Evol Ecol Res 12: 545-553 (2010) Full PDF if your library subscribes.
The presence of active larvae delays the emergence of conspecifics in the tupelo leafminer, Antispila nysaefoliella
Department of Ecology, Evolution and Marine Biology, University of California, Santa Barbara, California, USA
Correspondence: C. Low, Department of Ecology and Evolutionary Biology, Corson Hall, Cornell University, Ithaca, NY 14853-2701, USA.
Hypothesis: In many systems, density-dependent effects on fitness often can be mitigated with adaptations such as individual mobility or increased competitive ability. However, in sessile or sedentary systems, immobility might preclude individuals from directly choosing their group or patch, thus making it difficult for them to respond to the costs and benefits of group living or variation in density in general. In this study, I test the effect of density on delayed emergence of an effectively sessile species.
Study system: Tupelo leafminer, Antispila nysaefoliella Clemens (Lepidoptera: Heliozelidae), a specialist of black gum, Nyssa sylvatica Marsh (Cornaceae). The study population is located in the northern Shenandoah Valley in Clarke Co., Virginia.
Methods: In 2004 and 2008, I conducted field experiments where I reduced the initial density of larvae on leaves and compared the frequency of occurrence of new larvae after the experimental treatment. In 2008, I also enclosed half of the leaves with fine-mesh bags to exclude compensatory oviposition as a possible cause of subsequent larval emergence.

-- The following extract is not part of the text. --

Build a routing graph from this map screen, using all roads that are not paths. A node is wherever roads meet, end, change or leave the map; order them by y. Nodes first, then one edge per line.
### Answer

Prediction and result: The prediction that the removal of active larvae would lead to more occurrences of secondary larval emergence on experimental leaves compared with control leaves was supported in both years of the experiment. The mesh enclosure treatment (2008) had no effect, which suggests that the higher rate of secondary emergence was not due to eggs that were deposited after larvae were removed.

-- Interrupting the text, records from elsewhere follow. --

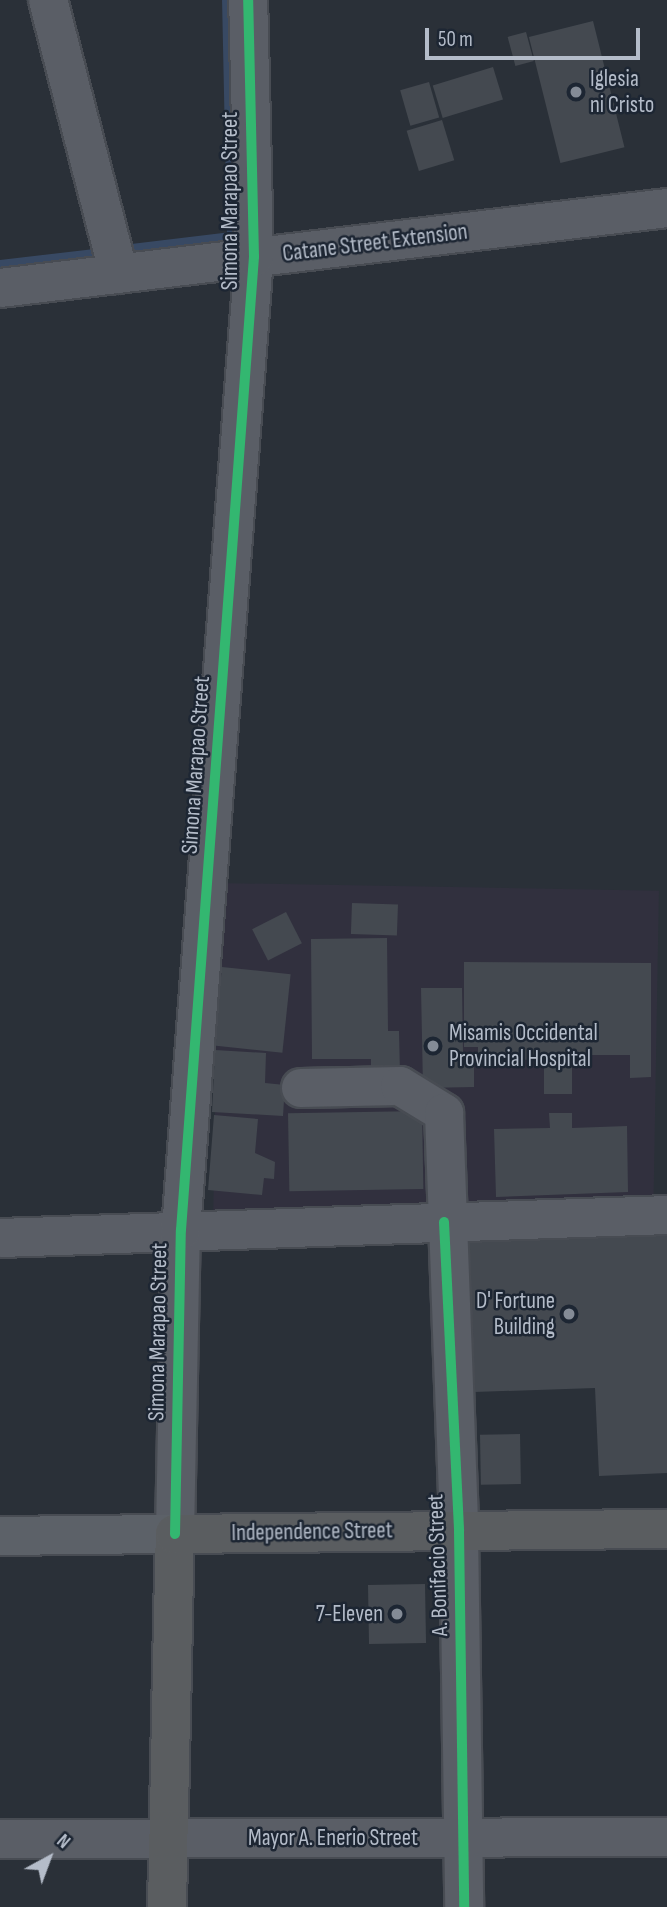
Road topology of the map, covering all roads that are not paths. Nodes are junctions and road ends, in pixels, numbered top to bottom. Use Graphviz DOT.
graph roads {
  1 [pos="48,0"];
  2 [pos="248,0"];
  3 [pos="667,208"];
  4 [pos="254,257"];
  5 [pos="120,274"];
  6 [pos="0,288"];
  7 [pos="302,1088"];
  8 [pos="667,1215"];
  9 [pos="444,1222"];
  10 [pos="181,1230"];
  11 [pos="0,1238"];
  12 [pos="667,1529"];
  13 [pos="459,1531"];
  14 [pos="175,1534"];
  15 [pos="0,1536"];
  16 [pos="667,1837"];
  17 [pos="169,1838"];
  18 [pos="465,1838"];
  19 [pos="0,1839"];
  20 [pos="167,1907"];
  21 [pos="464,1907"];
  1 -- 5 [label="street"];
  2 -- 4 [label="street, Simona Marapao Street"];
  3 -- 4 [label="street, Catane Street Extension"];
  4 -- 5 [label="street, Catane Street Extension"];
  4 -- 10 [label="street, Simona Marapao Street"];
  5 -- 6 [label="street, Catane Street Extension"];
  7 -- 9 [label="street, A. Bonifacio Street"];
  8 -- 9 [label="street"];
  9 -- 10 [label="street"];
  9 -- 13 [label="street, A. Bonifacio Street"];
  10 -- 11 [label="street"];
  10 -- 14 [label="street, Simona Marapao Street"];
  12 -- 13 [label="highway, Independence Street"];
  13 -- 14 [label="highway, Independence Street"];
  13 -- 18 [label="street, A. Bonifacio Street"];
  14 -- 15 [label="main road, Independence Street"];
  14 -- 17 [label="highway, Simona Marapao Street"];
  16 -- 18 [label="street, Mayor A. Enerio Street"];
  17 -- 18 [label="street, Mayor A. Enerio Street"];
  17 -- 19 [label="street, Mayor A. Enerio Street"];
  17 -- 20 [label="highway, Simona Marapao Street"];
  18 -- 21 [label="street, A. Bonifacio Street"];
}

Conclusion: The experimental results demonstrate that the presence of active larvae may suppress the development of conspecific larvae (or unhatched eggs). Therefore, the potential number of A. nysaefoliella larvae on leaves might not be realized immediately at the beginning of the season. Rather, as individuals in the initial cohort die, typically due to parasitism, others may emerge subsequently. Although the mechanism is currently unknown, delayed emergence appears to be associated with larval density.
Keywords: aggregation, competition, delayed hatching, density dependence, hatching asynchrony, life-history timing, plant–insect interactions.